There are limits, too. First, validation falls on humans. Whether a rule was followed or not gets decided by a human reading the output. Second, individual judgment leaks in. “Write politely” means different things to different reviewers. The third limit is the actual subject of this article. Rules that are formally verifiable (forbidden phrases, em-dash usage, specific pattern matches) and rules that require judgment (tone, structural choices, how to open with empathy) sit in the same file. So even the verifiable parts end up depending on human review. That’s the problem the three new file types are addressing. 但它也有局限性。首先,验证工作依赖于人类。规则是否被遵循,需要人类阅读输出结果来判断。其次,个人主观判断会介入。“写得礼貌点”对不同的审核者来说意味着不同的含义。第三个局限性正是本文的主题:可形式化验证的规则(禁止短语、破折号用法、特定模式匹配)与需要主观判断的规则(语调、结构选择、如何以共情方式开场)混杂在同一个文件中。因此,即使是可验证的部分,最终也依赖于人工审核。这正是这三种新文件类型试图解决的问题。

New Type 1: How DESIGN.md (Google Labs) Specifies Visual Appearance

新类型 1:DESIGN.md (Google Labs) 如何规范视觉外观

On April 10, 2026, Google Labs published the DESIGN.md specification at google-labs-code/design.md. As of early May, the repo has over 11,000 stars. It’s the reference implementation for Google Stitch (stitch.withgoogle.com), an AI-driven UI generation product. 2026 年 4 月 10 日,Google Labs 在 google-labs-code/design.md 发布了 DESIGN.md 规范。截至 5 月初,该仓库已获得超过 11,000 颗星。它是 Google Stitch (stitch.withgoogle.com) 的参考实现,这是一个 AI 驱动的 UI 生成产品。

What DESIGN.md covers is the design system specification. You write machine-readable design tokens in YAML at the top of the file (colors, typography, spacing, components), and human-readable design intent in the Markdown body underneath.

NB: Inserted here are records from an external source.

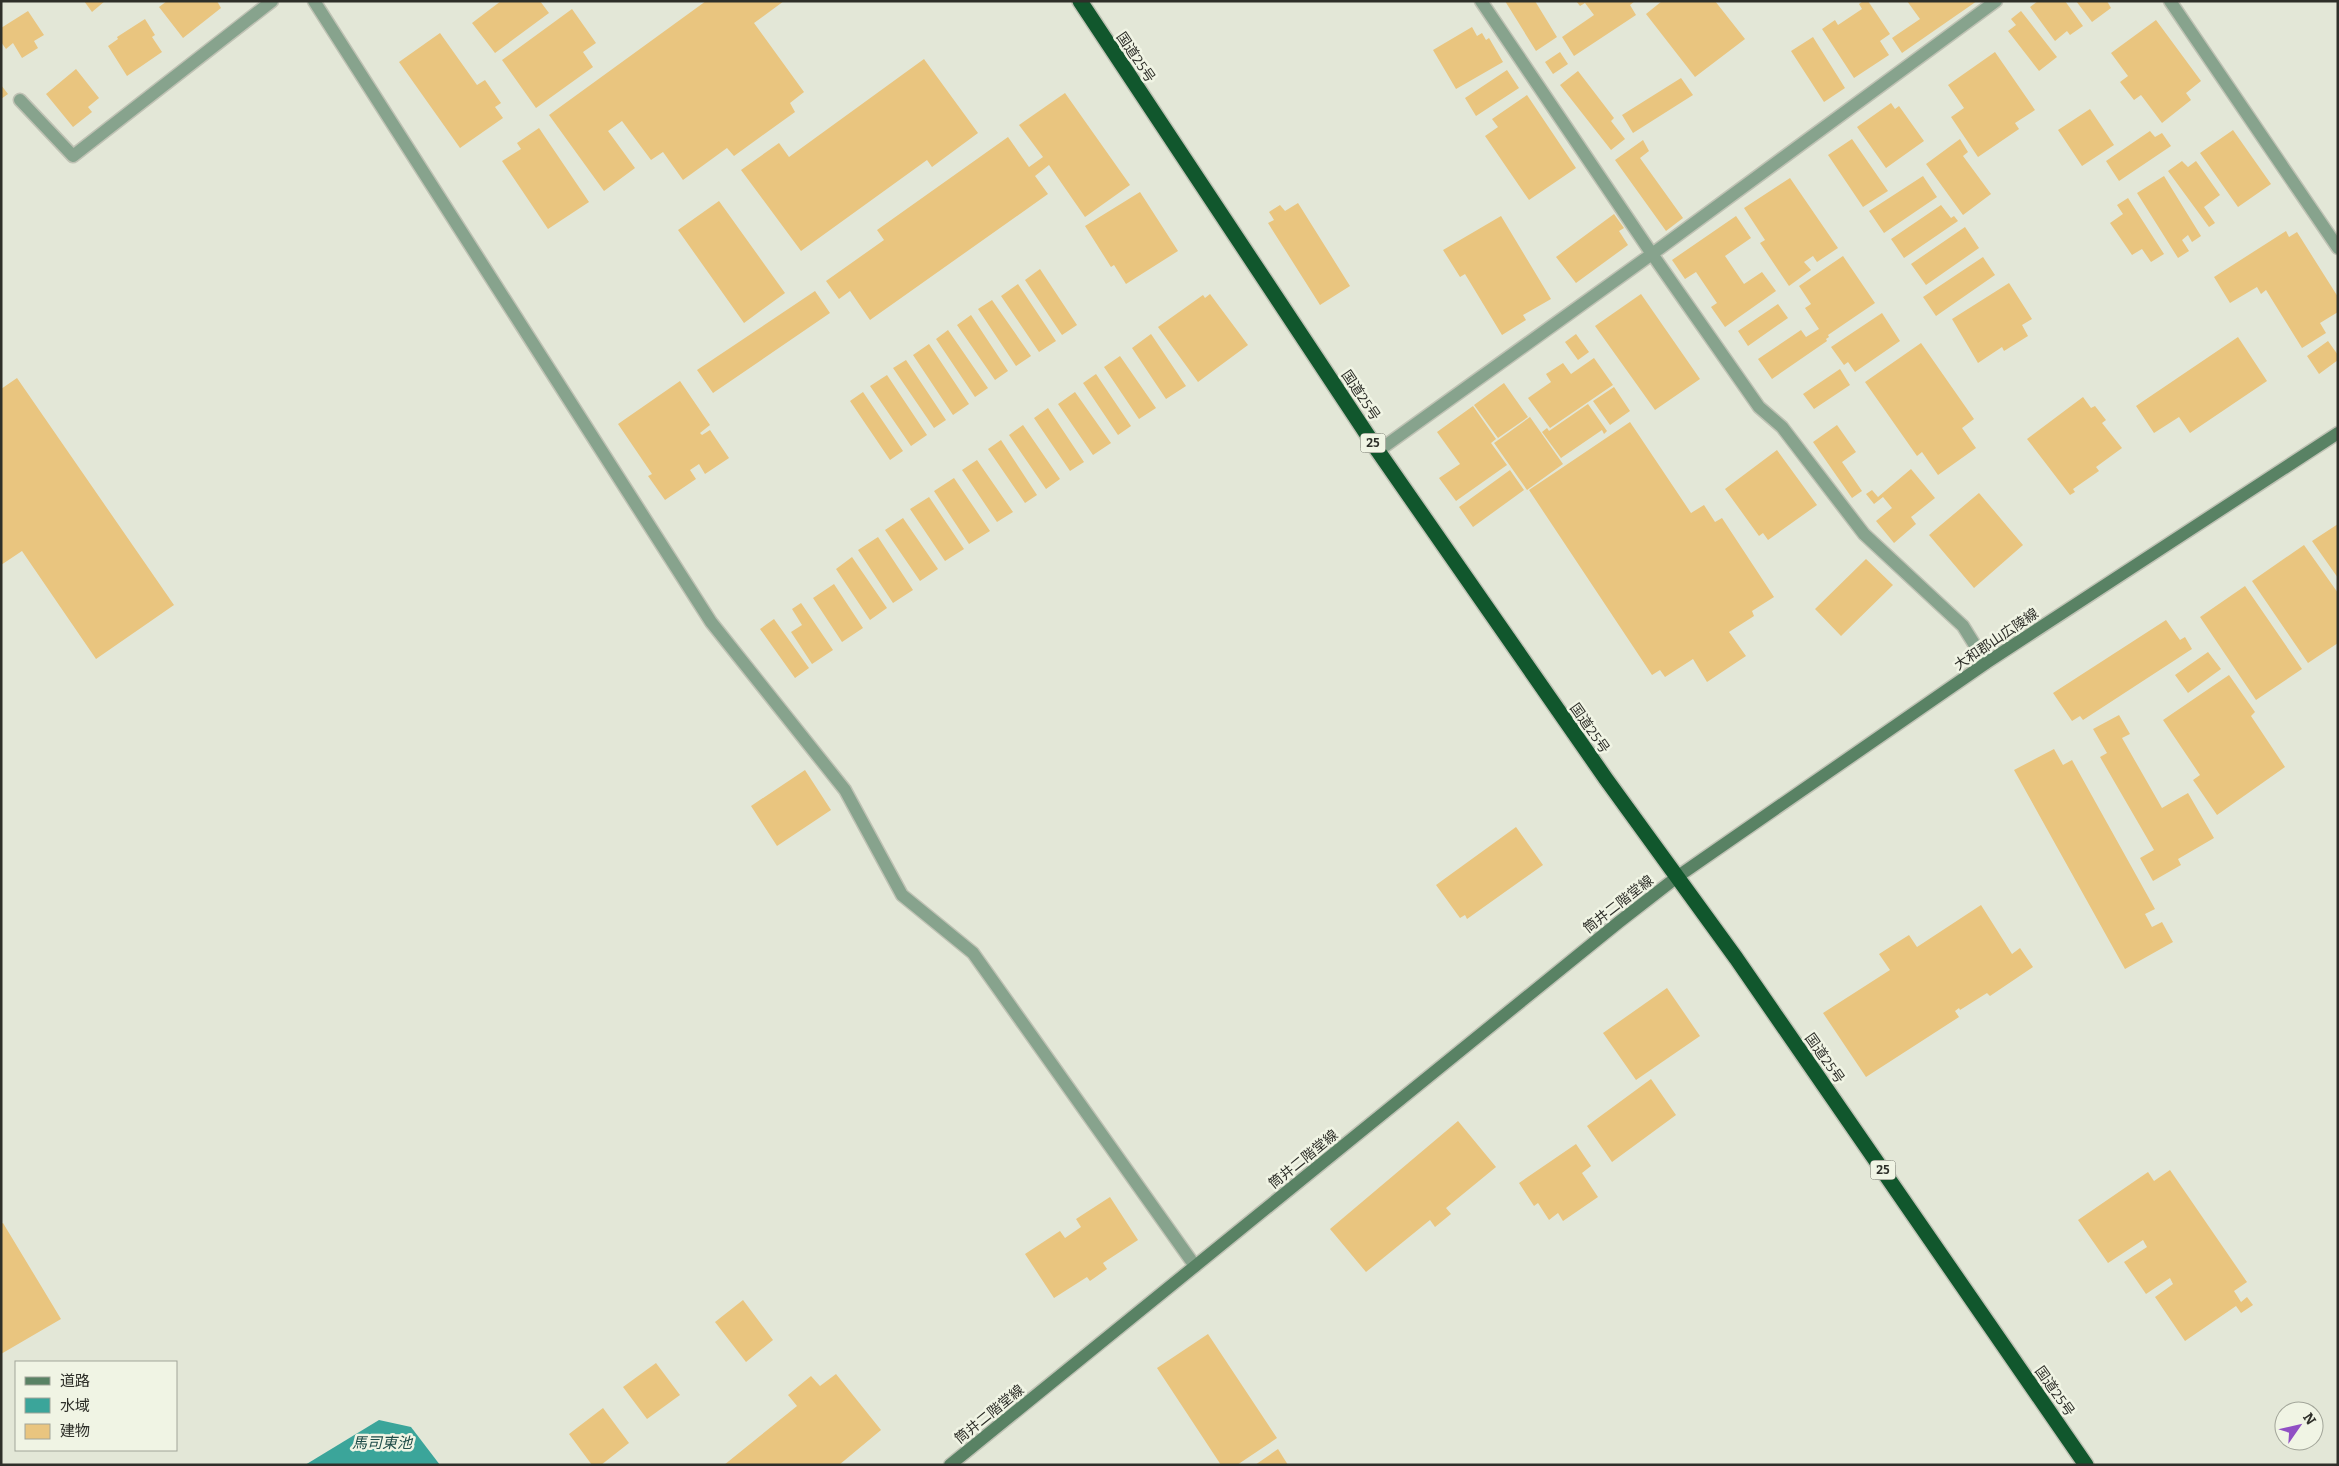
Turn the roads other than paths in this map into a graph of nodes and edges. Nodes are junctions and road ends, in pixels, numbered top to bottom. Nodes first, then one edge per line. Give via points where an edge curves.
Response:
1 (272, 1) edge
2 (314, 1) edge
3 (1080, 1) edge
4 (1481, 1) edge
5 (1996, 1) edge
6 (2170, 1) edge
7 (20, 100) dead end
8 (2338, 248) edge
9 (1652, 254) junction
10 (2338, 433) edge
11 (1378, 450) junction
12 (1986, 663) junction
13 (1677, 877) junction
14 (1195, 1266) junction
15 (954, 1463) edge
16 (2086, 1465) edge

1 - 7 street via 73,156
2 - 14 street via 711,622 844,790 902,895 973,953
3 - 11 highway, 国道25号 / 25
4 - 9 street
5 - 9 street
6 - 8 street
9 - 11 street
9 - 12 street via 1759,407 1782,427 1864,534 1963,626
10 - 12 main road, 大和郡山広陵線
11 - 13 highway, 国道25号 / 25
12 - 13 main road, 大和郡山広陵線
13 - 14 main road, 筒井二階堂線
13 - 16 highway, 国道25号 / 25
14 - 15 main road, 筒井二階堂線

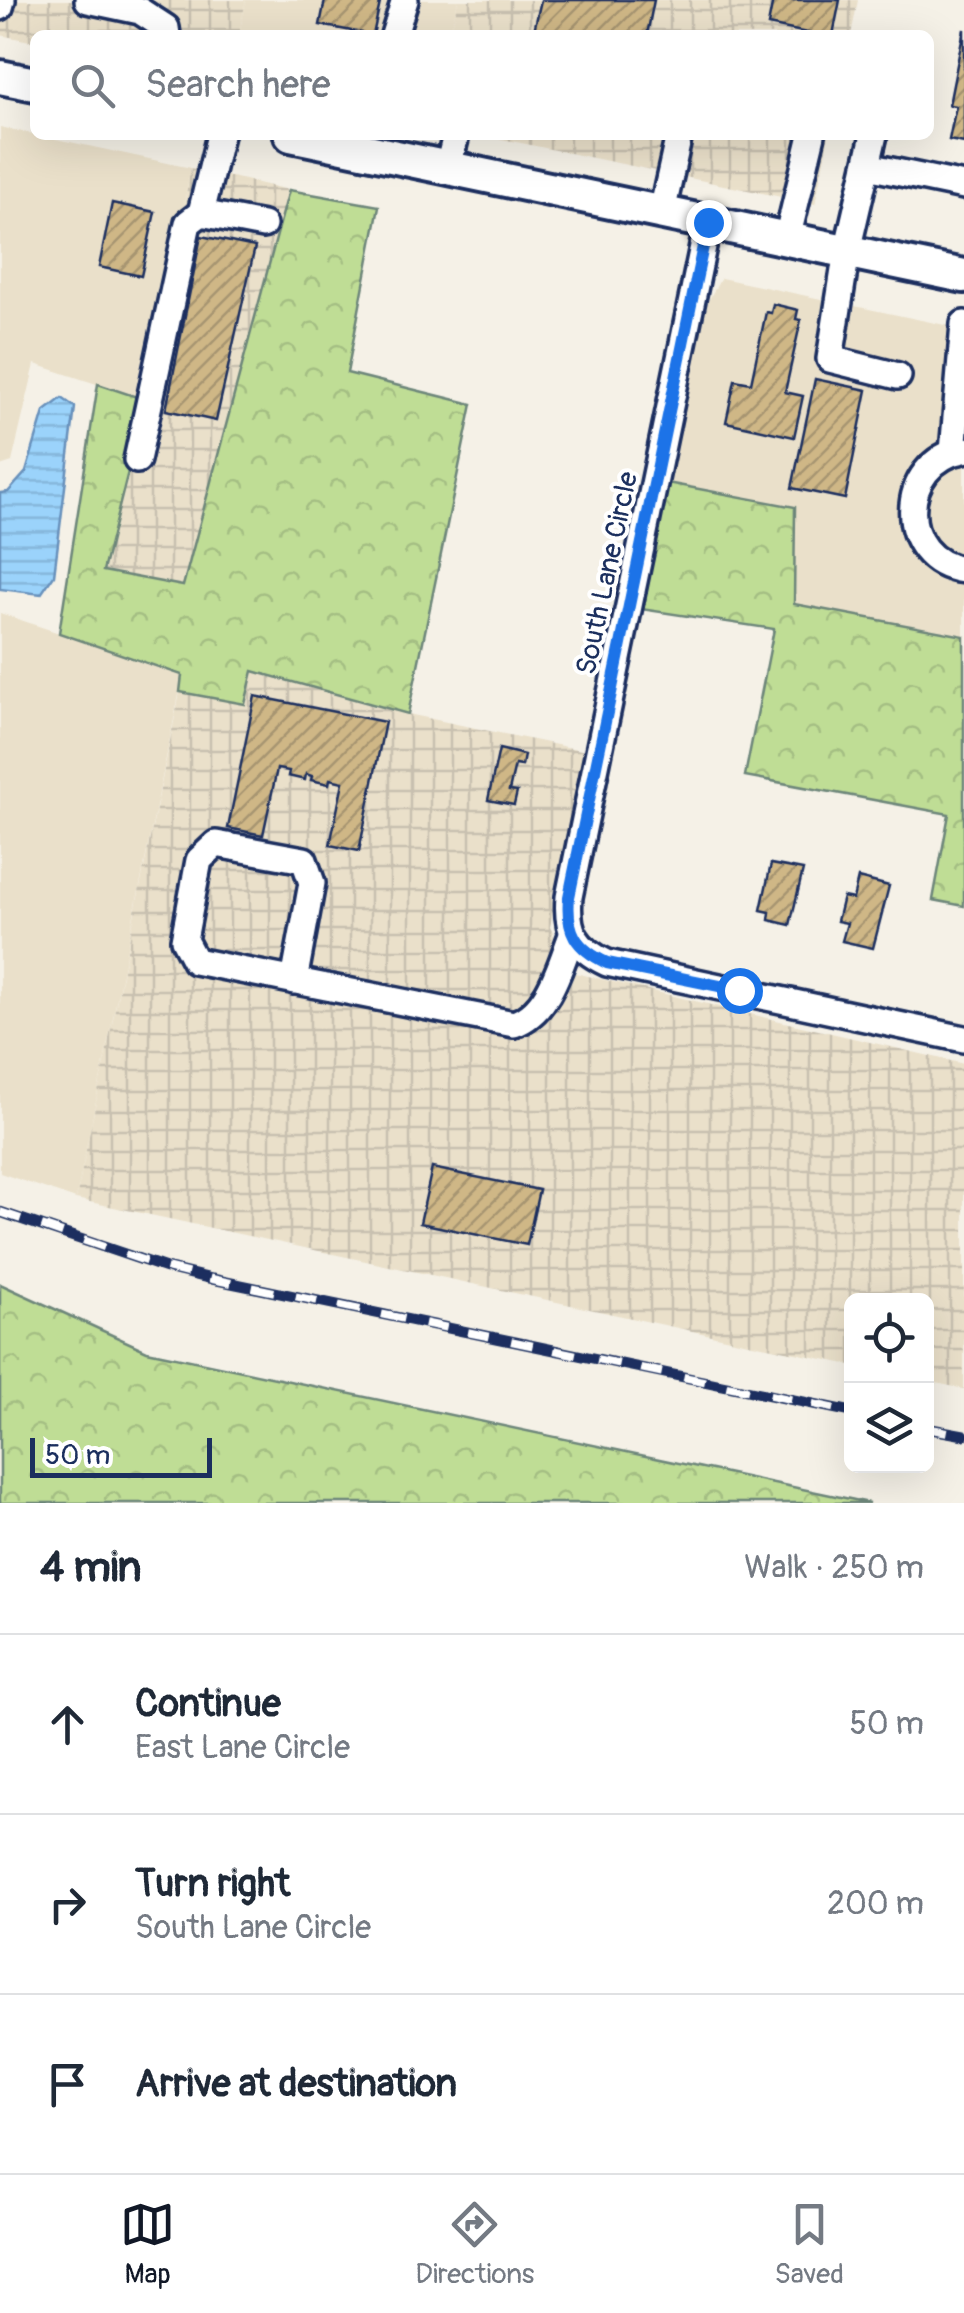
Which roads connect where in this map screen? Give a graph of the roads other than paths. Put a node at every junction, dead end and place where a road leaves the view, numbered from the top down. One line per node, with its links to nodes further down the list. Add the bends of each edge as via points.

Both live in the same file. DESIGN.md 涵盖的是设计系统规范。你在文件顶部用 YAML 编写机器可读的设计令牌(颜色、排版、间距、组件),并在下方的 Markdown 正文中编写人类可读的设计意图。两者共存于同一个文件中。

The headline feature of this format is the CLI validator that ships with it. npx @google/design.md lint DESIGN.md. This checks token reference integrity, WCAG contrast ratios, and structural rule compliance, returning the result as JSON. Wire it into CI and you can verify design system consistency on every pull request. There’s also a diff command that compares two DESIGN.md files and returns token-level changes in a structured form. Design system version control — historically a manual process — gains a verifiable layer. 这种格式的重头戏是随附的 CLI 验证工具:npx @google/design.md lint DESIGN.md。它会检查令牌引用的完整性、WCAG 对比度以及结构规则的合规性,并以 JSON 格式返回结果。将其接入 CI,你就可以在每次 Pull Request 时验证设计系统的一致性。此外还有一个 diff 命令,可以比较两个 DESIGN.md 文件并以结构化形式返回令牌层级的变更。设计系统版本控制——历史上一直是一个手动过程——从此获得了一个可验证的层级。

For Japanese UIs, the Google Labs spec alone falls short. It doesn’t define the typography requirements specific to Japanese (CJK font fallback chains, line height, letter-spacing, kinsoku shori, mixed typesetting). The gap is filled by kzhrknt/awesome-design-md-jp, which publishes Japan-localized DESIGN.md files for over 10 services including Apple Japan, SmartHR, freee, note, MUJI, Mercari, LINE, and Toyota. For Japanese products, using both the Google Labs spec and the Japan edition together is the practical approach. 对于日语 UI 而言,仅靠 Google Labs 的规范是不够的。它没有定义日语特有的排版要求(中日韩字体回退链、行高、字间距、禁则处理、混合排版)。这一空白由 kzhrknt/awesome-design-md-jp 填补,该项目为包括 Apple Japan、SmartHR、freee、note、MUJI、Mercari、LINE 和 Toyota 在内的 10 多项服务发布了日语本地化的 DESIGN.md 文件。对于日本产品,同时使用 Google Labs 规范和日本版规范是务实的方法。

What DESIGN.md carries is the design system that used to be scattered across Figma files and style guide PDFs, now consolidated into a single file with both machine-readable and human-readable parts. Think of it as the spec foundation that lets AI agents generate UIs with a consistent look every time. DESIGN.md 承载的是过去散落在 Figma 文件和风格指南 PDF 中的设计系统,现在将其整合到一个既包含机器可读部分又包含人类可读部分的单一文件中。可以将其视为一种规范基础,让 AI Agent 每次都能生成外观一致的 UI。

New Type 2: How SKILL.md (Anthropic) and AGENTS.md Specify Behavior

新类型 2:SKILL.md (Anthropic) 和 AGENTS.md 如何规范行为

While DESIGN.md covers “appearance,” SKILL.md and AGENTS.md cover “behavior” — defining what the agent is trying to do, how it should proceed, and what it must not do. 如果说 DESIGN.md 涵盖的是“外观”,那么 SKILL.md 和 AGENTS.md 涵盖的就是“行为”——定义 Agent 试图做什么、应该如何进行,以及绝对不能做什么。